WHAT TO DO – For each record that follows, restate the text exactly and drop the pictures.

(TASK DATA)

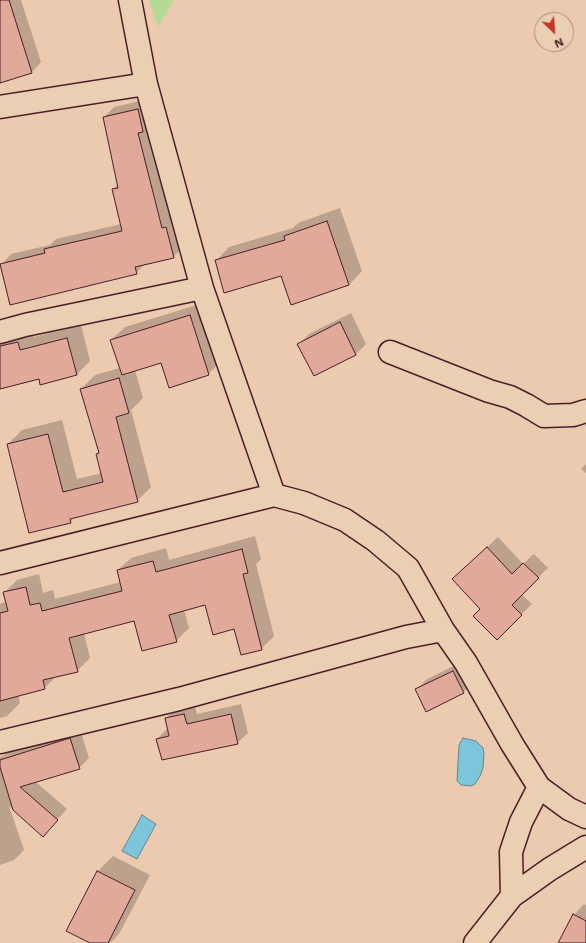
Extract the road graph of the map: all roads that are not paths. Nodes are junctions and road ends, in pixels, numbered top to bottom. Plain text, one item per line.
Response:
1 (130, 0) edge
2 (146, 84) junction
3 (0, 107) edge
4 (202, 288) junction
5 (0, 332) edge
6 (390, 352) dead end
7 (586, 411) edge
8 (274, 495) junction
9 (0, 563) edge
10 (443, 630) junction
11 (0, 742) edge
12 (538, 787) junction
13 (586, 817) edge
14 (586, 847) edge
15 (512, 896) junction
16 (475, 943) edge

1 - 2 street
2 - 3 street
2 - 4 street
4 - 5 street
4 - 8 street
6 - 7 street
8 - 9 street
8 - 10 street
10 - 11 street
10 - 12 street
12 - 13 street
12 - 15 street
14 - 15 street
15 - 16 street

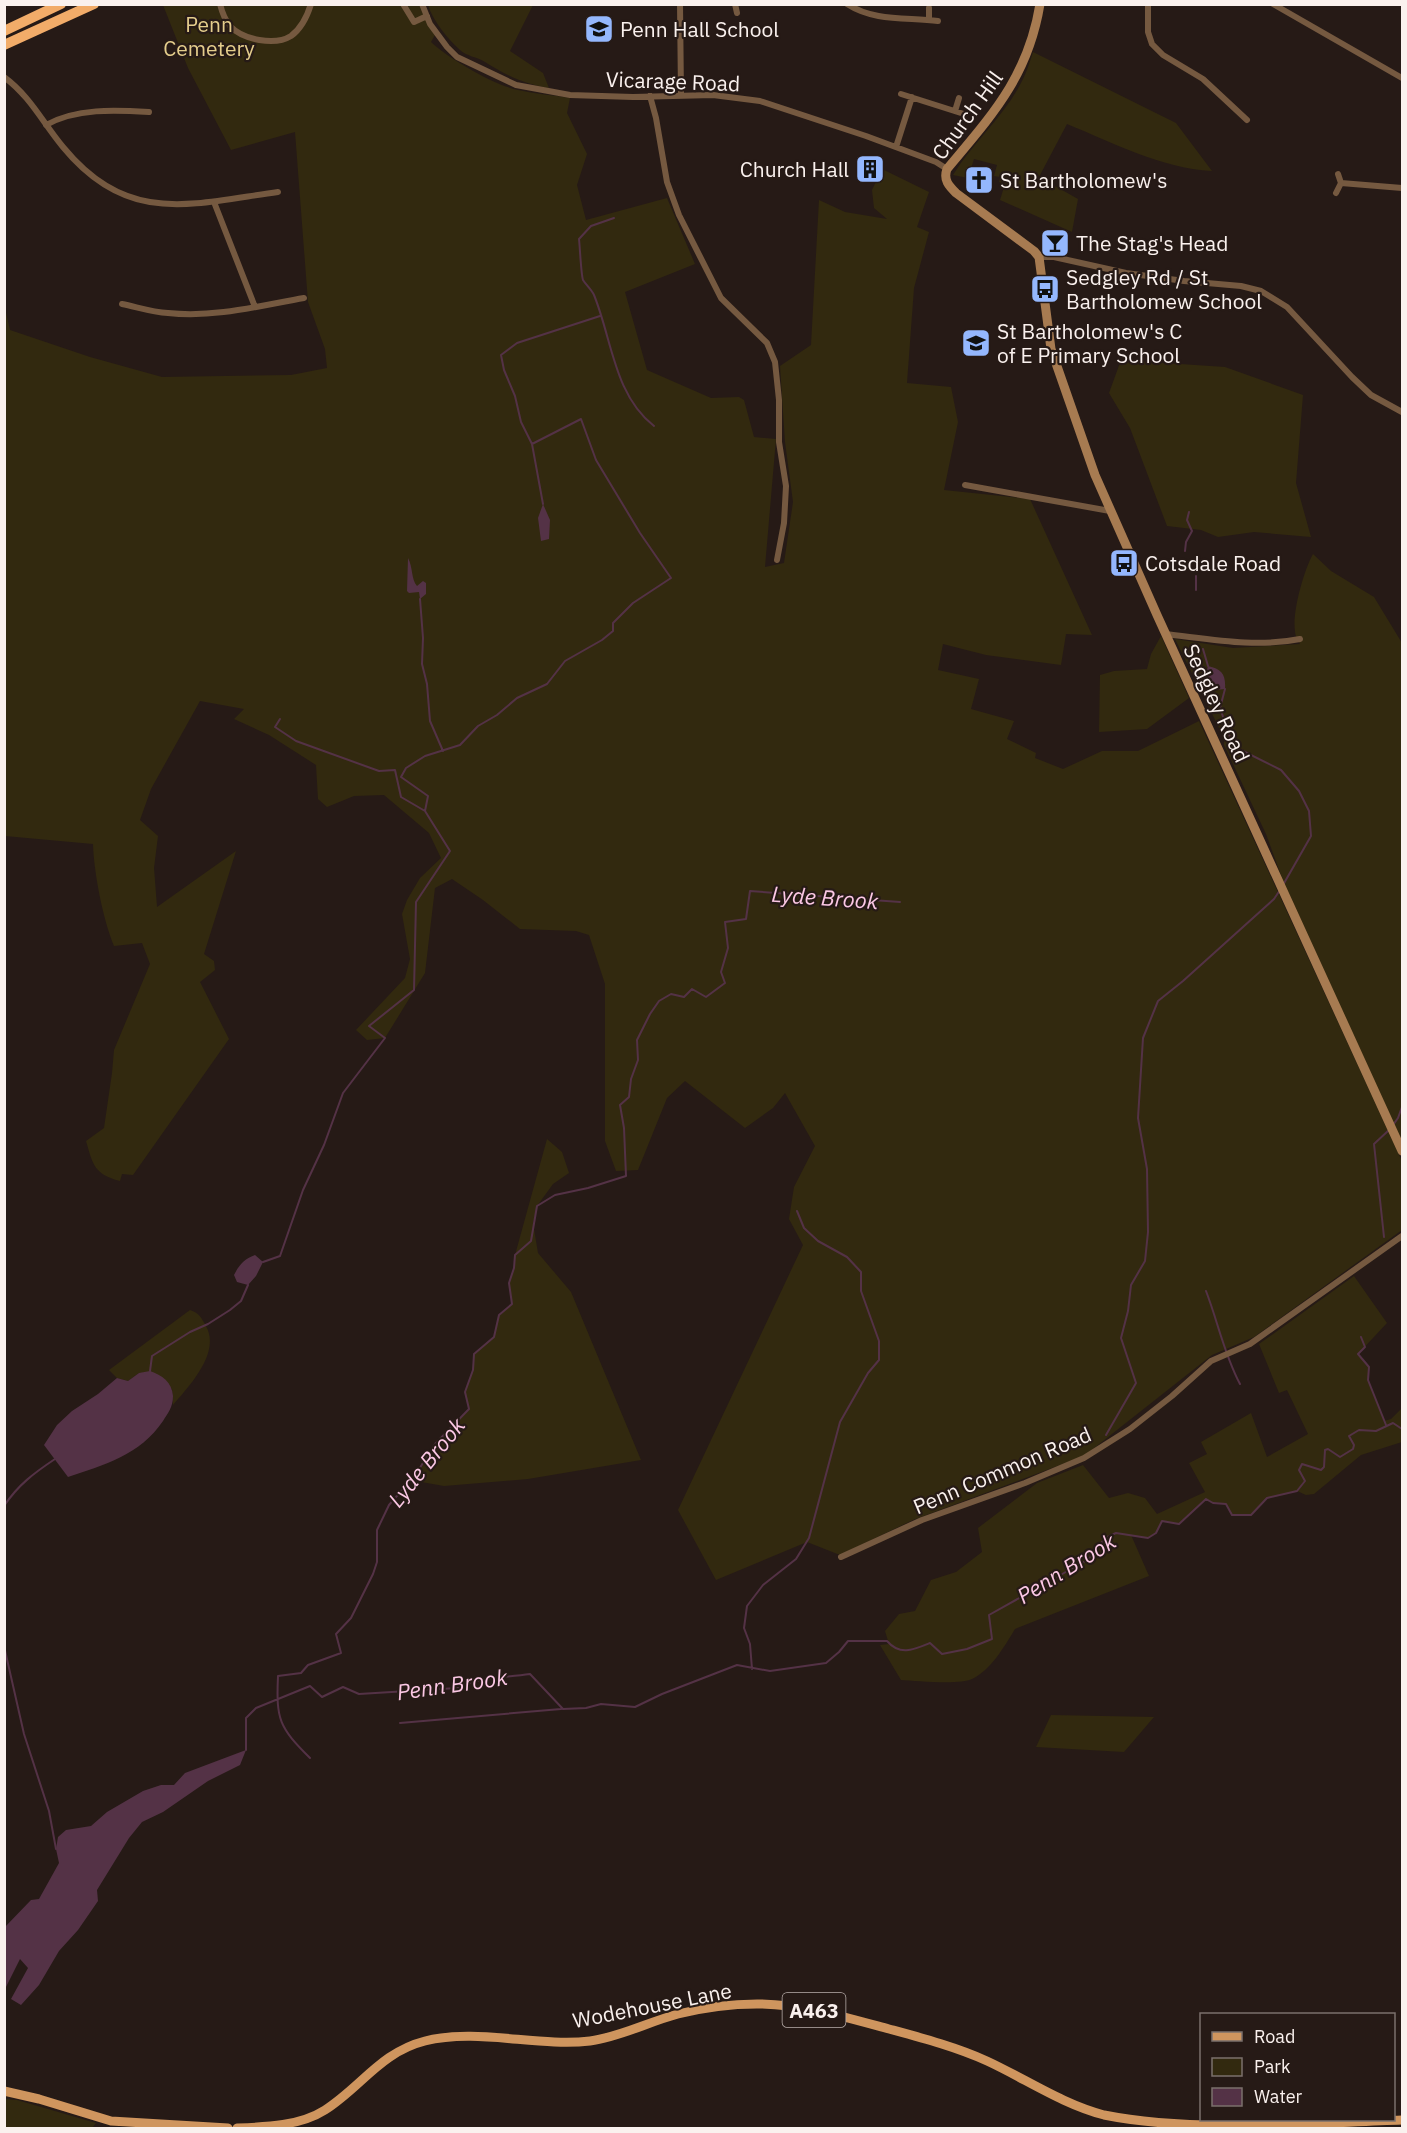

(End TASK DATA)

THE COMPLETED TASK –
Extract the road graph of the map: all roads that are not paths. Nodes are junctions and road ends, in pixels, numbered top to bottom. Plain text, one item per line.
Response:
1 (130, 0) edge
2 (146, 84) junction
3 (0, 107) edge
4 (202, 288) junction
5 (0, 332) edge
6 (390, 352) dead end
7 (586, 411) edge
8 (274, 495) junction
9 (0, 563) edge
10 (443, 630) junction
11 (0, 742) edge
12 (538, 787) junction
13 (586, 817) edge
14 (586, 847) edge
15 (512, 896) junction
16 (475, 943) edge

1 - 2 street
2 - 3 street
2 - 4 street
4 - 5 street
4 - 8 street
6 - 7 street
8 - 9 street
8 - 10 street
10 - 11 street
10 - 12 street
12 - 13 street
12 - 15 street
14 - 15 street
15 - 16 street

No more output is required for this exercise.